Haftar’s air force bombs Islamist militias in Benghazi
The attack comes a day after Ansar al-sharia vowed to fight the renegade general
Libyan air force loyal to renegade General Khalifa Haftar bombed Islamist militia bases in the eastern city of Benghazi on Wednesday a day after the leader of a group inspired by al-Qaeda described Haftar as an “agent” and vowed to fight him.
A Reuters witness and an air force official in Benghazi said two jets bombed a base belonging to the February 17th Brigade, one of the Islamist-leaning armed groups operating in the eastern city.
“Air raids targeted a camp of the February 17 Martyrs Brigades, hitting it with two missiles,” ex-rebel Ahmed al-Jazaoui told AFP.

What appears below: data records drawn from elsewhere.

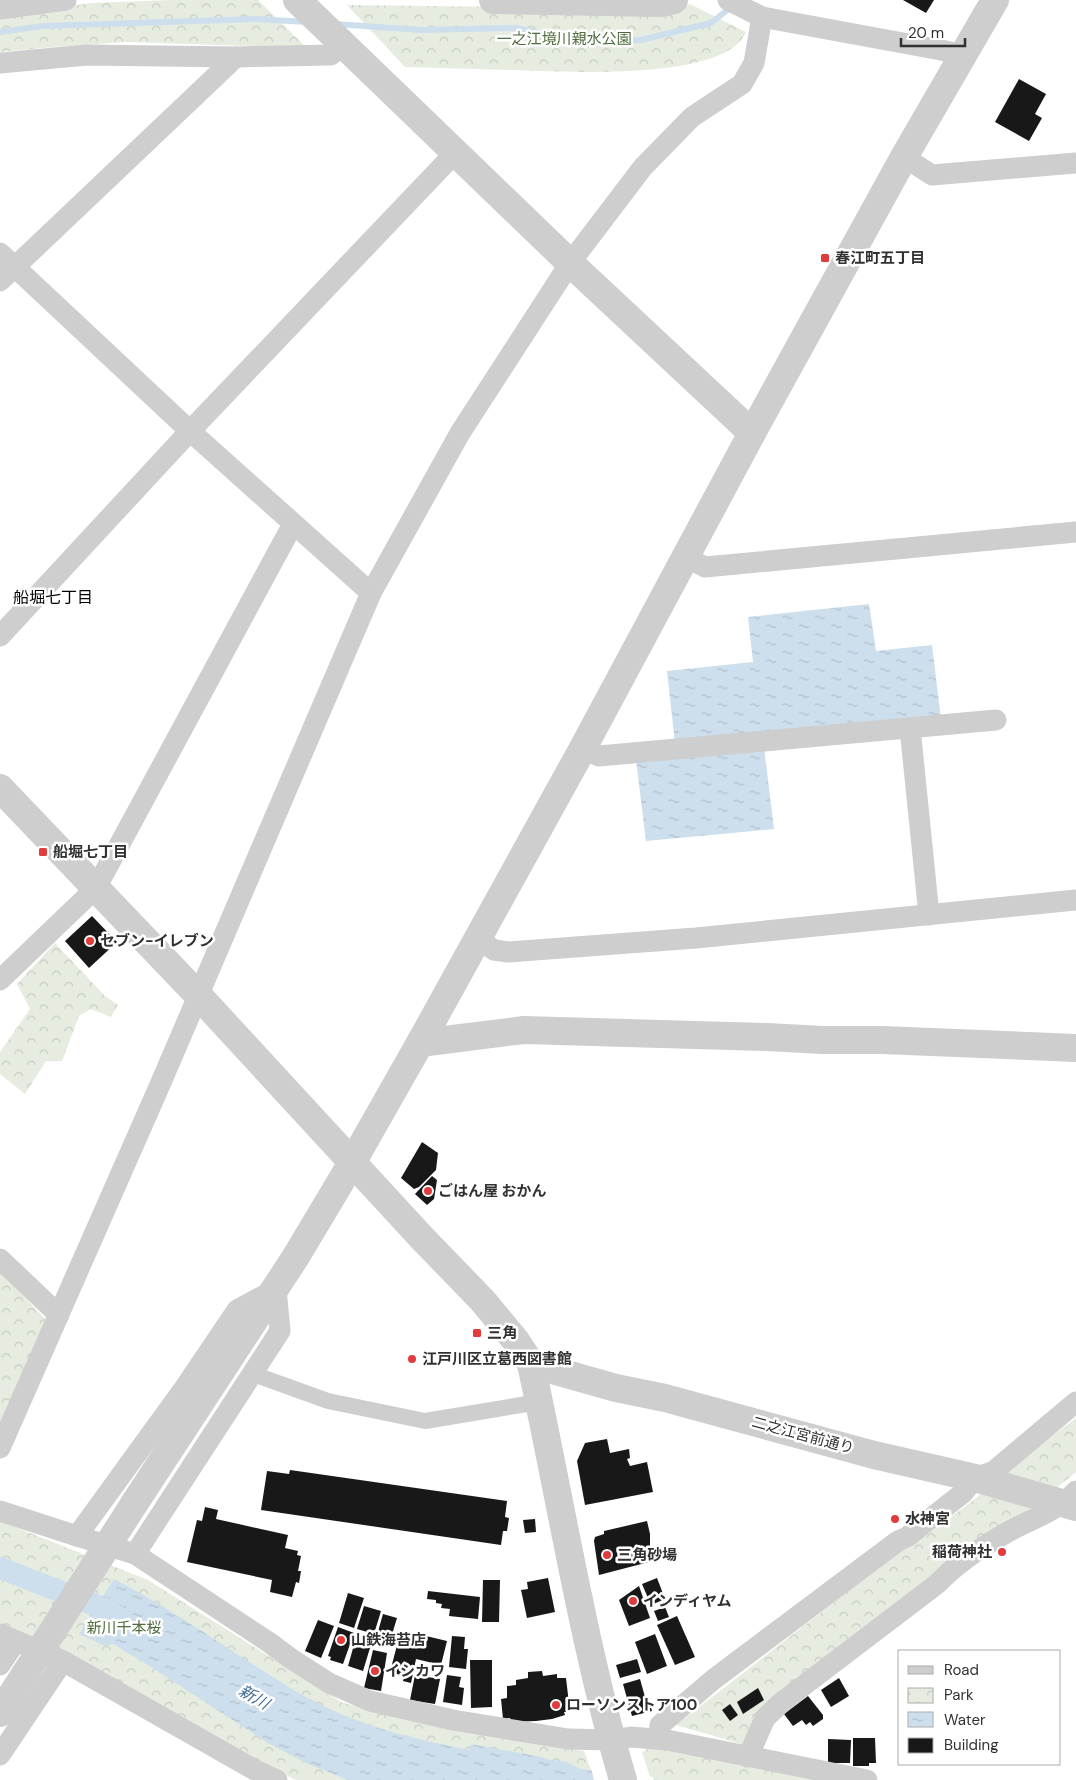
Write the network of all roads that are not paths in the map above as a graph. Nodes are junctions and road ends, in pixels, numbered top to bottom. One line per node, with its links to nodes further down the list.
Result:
1 (66, 0): 7 (street)
2 (297, 0): 9 (street)
3 (493, 0): 4 (street)
4 (674, 0)
5 (728, 0): 8 (street)
6 (995, 0): 10 (street)
7 (0, 9)
8 (762, 17): 10 (street); 16 (street)
9 (343, 44): 11 (street); 13 (street)
10 (963, 55): 14 (street)
11 (236, 57): 12 (street); 17 (street)
12 (0, 63)
13 (455, 153): 16 (street); 18 (street)
14 (904, 157): 15 (street); 19 (street)
15 (1076, 163)
16 (570, 263): 19 (street); 23 (street)
17 (5, 267): 18 (street)
18 (190, 431): 20 (street); 24 (street)
19 (752, 434): 22 (street)
20 (293, 524): 23 (street); 29 (street)
21 (1076, 532): 22 (street)
22 (686, 558): 27 (street)
23 (371, 593): 34 (street)
24 (0, 636)
25 (996, 720): 26 (street)
26 (910, 728): 27 (street); 31 (street)
27 (583, 748): 32 (street)
28 (0, 788): 29 (street)
29 (96, 888): 33 (street); 34 (street)
30 (1076, 900): 31 (street)
31 (929, 915): 32 (street)
32 (478, 939): 35 (street)
33 (0, 980)
34 (198, 995): 37 (street); 40 (street)
35 (420, 1043): 36 (street); 37 (street)
36 (1076, 1048)
37 (353, 1161): 39 (street); 41 (street)
38 (0, 1259): 40 (street)
39 (276, 1289): 42 (street); 49 (street); 54 (street, bridge)
40 (59, 1316): 45 (street)
41 (531, 1364): 43 (street); 46 (street, 二之江宮前通り)
42 (253, 1374): 43 (street); 50 (street)
43 (539, 1402): 56 (street)
44 (1076, 1402): 46 (street)
45 (0, 1448)
46 (975, 1478): 47 (street, 二之江宮前通り); 55 (street)
47 (1071, 1500): 58 (street)
48 (0, 1511): 49 (street)
49 (77, 1536): 50 (street)
50 (135, 1554): 56 (street)
51 (8, 1638): 52 (street); 53 (street)
52 (64, 1662): 57 (street); 59 (street)
53 (0, 1665)
54 (6, 1705)
55 (659, 1739): 56 (street); 58 (street)
56 (613, 1747): 60 (street)
57 (0, 1755)
58 (748, 1757): 61 (street)
59 (277, 1780)
60 (623, 1780)
61 (867, 1780)

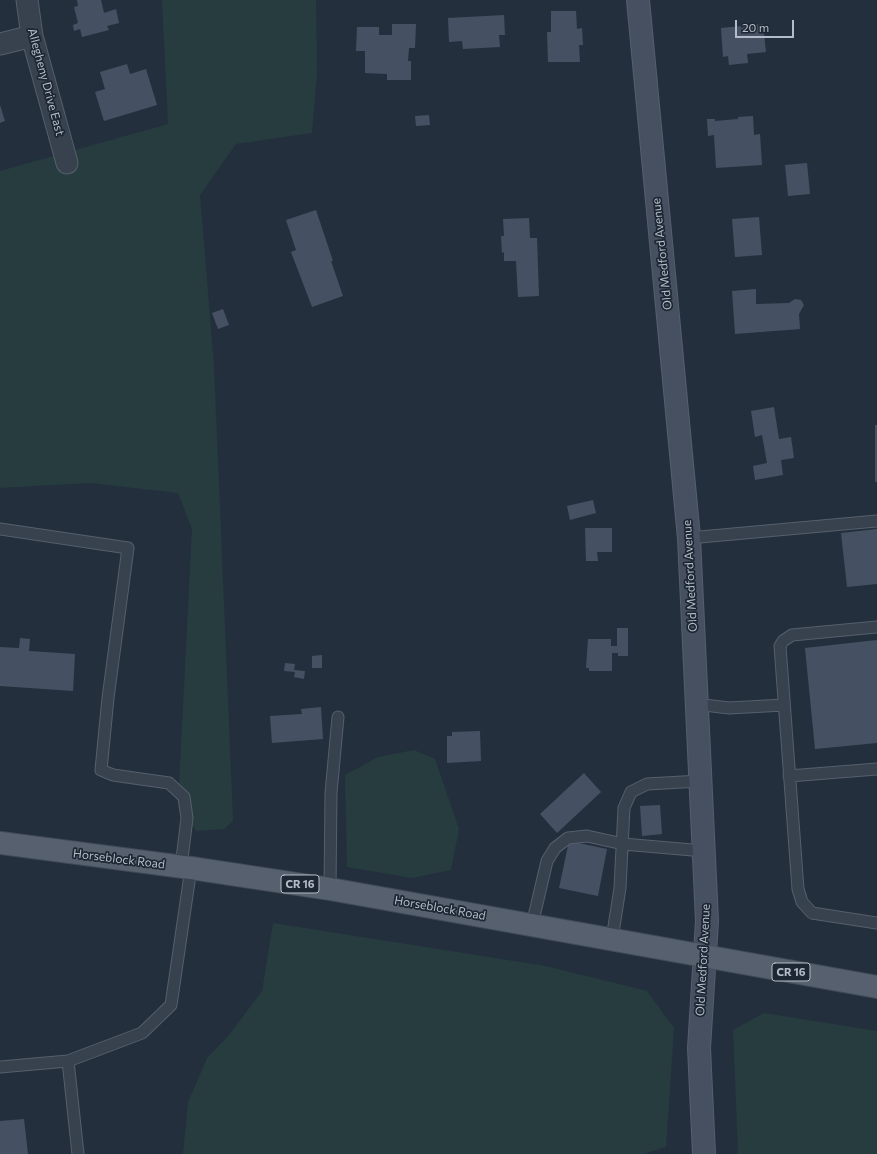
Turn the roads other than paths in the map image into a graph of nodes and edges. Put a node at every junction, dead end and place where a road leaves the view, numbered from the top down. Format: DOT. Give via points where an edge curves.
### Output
graph roads {
  1 [pos="27,0"];
  2 [pos="638,0"];
  3 [pos="32,36"];
  4 [pos="0,44"];
  5 [pos="67,163"];
  6 [pos="877,521"];
  7 [pos="0,529"];
  8 [pos="689,538"];
  9 [pos="877,627"];
  10 [pos="696,704"];
  11 [pos="784,705"];
  12 [pos="338,717"];
  13 [pos="877,769"];
  14 [pos="789,776"];
  15 [pos="700,781"];
  16 [pos="0,843"];
  17 [pos="624,844"];
  18 [pos="704,851"];
  19 [pos="186,867"];
  20 [pos="330,889"];
  21 [pos="877,924"];
  22 [pos="532,925"];
  23 [pos="612,939"];
  24 [pos="705,957"];
  25 [pos="877,987"];
  26 [pos="68,1061"];
  27 [pos="0,1067"];
  28 [pos="78,1154"];
  29 [pos="704,1154"];
  1 -- 3 [label="street, Allegheny Drive East"];
  2 -- 8 [label="street, Old Medford Avenue"];
  3 -- 4 [label="street"];
  3 -- 5 [label="street, Allegheny Drive East"];
  6 -- 8 [label="lane"];
  7 -- 19 [label="lane" via="128,548 101,770 113,775 169,783 184,797 187,818"];
  8 -- 10 [label="street, Old Medford Avenue"];
  9 -- 11 [label="lane" via="792,635 783,641 780,646"];
  10 -- 11 [label="lane" via="729,708"];
  10 -- 15 [label="street, Old Medford Avenue"];
  11 -- 14 [label="lane"];
  12 -- 20 [label="lane" via="331,793"];
  13 -- 14 [label="lane"];
  14 -- 21 [label="lane" via="798,889 802,902 812,913"];
  15 -- 17 [label="lane" via="647,784 631,792 624,808"];
  15 -- 18 [label="street, Old Medford Avenue"];
  16 -- 19 [label="main road, Horseblock Road / CR 16"];
  17 -- 18 [label="lane"];
  17 -- 22 [label="lane" via="587,836 568,838 555,848 547,861"];
  17 -- 23 [label="lane"];
  18 -- 24 [label="street, Old Medford Avenue" via="707,921"];
  19 -- 20 [label="main road, Horseblock Road / CR 16"];
  19 -- 26 [label="lane" via="171,1005 142,1032"];
  20 -- 22 [label="main road, Horseblock Road / CR 16"];
  22 -- 23 [label="main road, Horseblock Road / CR 16"];
  23 -- 24 [label="main road, Horseblock Road / CR 16"];
  24 -- 25 [label="main road, Horseblock Road / CR 16"];
  24 -- 29 [label="street, Old Medford Avenue" via="699,1048"];
  26 -- 27 [label="lane"];
  26 -- 28 [label="lane"];
}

The leader of Libya’s Ansar al-sharia militant group in Benghazi on Tuesday accused the U.S. government of backing Haftar and warned against U.S. interference in the country’s crisis or face worse than their conflicts in Somalia, Iraq, or Afghanistan.
Also read: Old CIA links return to haunt Libya’s Haftar
“We remind America, if they intervene, of their defeats in Afghanistan, Iraq and Somalia, because they would face in Libya something much worse,” Mohamed Zahawi said in a statement. “It was America who urged Haftar to turn the country towards war and bloodshed.”
A U.S. warship carrying about 1,000 Marines has moved into the Mediterranean Sea to augment the American crisis response force already deployed in the region, a military official said on Tuesday.
The amphibious assault ship USS Bataan, which carries a Marine Expeditionary Unit of about a thousand troops, had been participating in the Jordanian-led multinational military exercise Eager Lion before heading into the Mediterranean, the official said, speaking on condition of anonymity.
The Bataan will increase the U.S. crisis response force already in the region.
Earlier this month, U.S. officials said about 250 Marines plus several tilt-rotor Osprey aircraft, normally based in Spain, were at Naval Air Station Sigonella in Sicily in case they were needed to evacuate Americans from the U.S. Embassy in Tripoli during unrest there.
The United States has several hundred Marines in Moron, Spain, and temporarily moved a team of about 175 to a base in Romania in April to enhance its ability to respond to events in Africa.

The Marines based out of Moron are part of a crisis response unit focused on embassy security that was created after the attack on the U.S. diplomatic compound in Benghazi, Libya, on September 11, 2012, that killed U.S. Ambassador Christopher Stevens and three other Americans.
U.S. military officials did not say where the USS Bataan was located in the Mediterranean, but one dismissed reports that it was near the Libyan coast, saying it had only passed through the Suez Canal on Tuesday.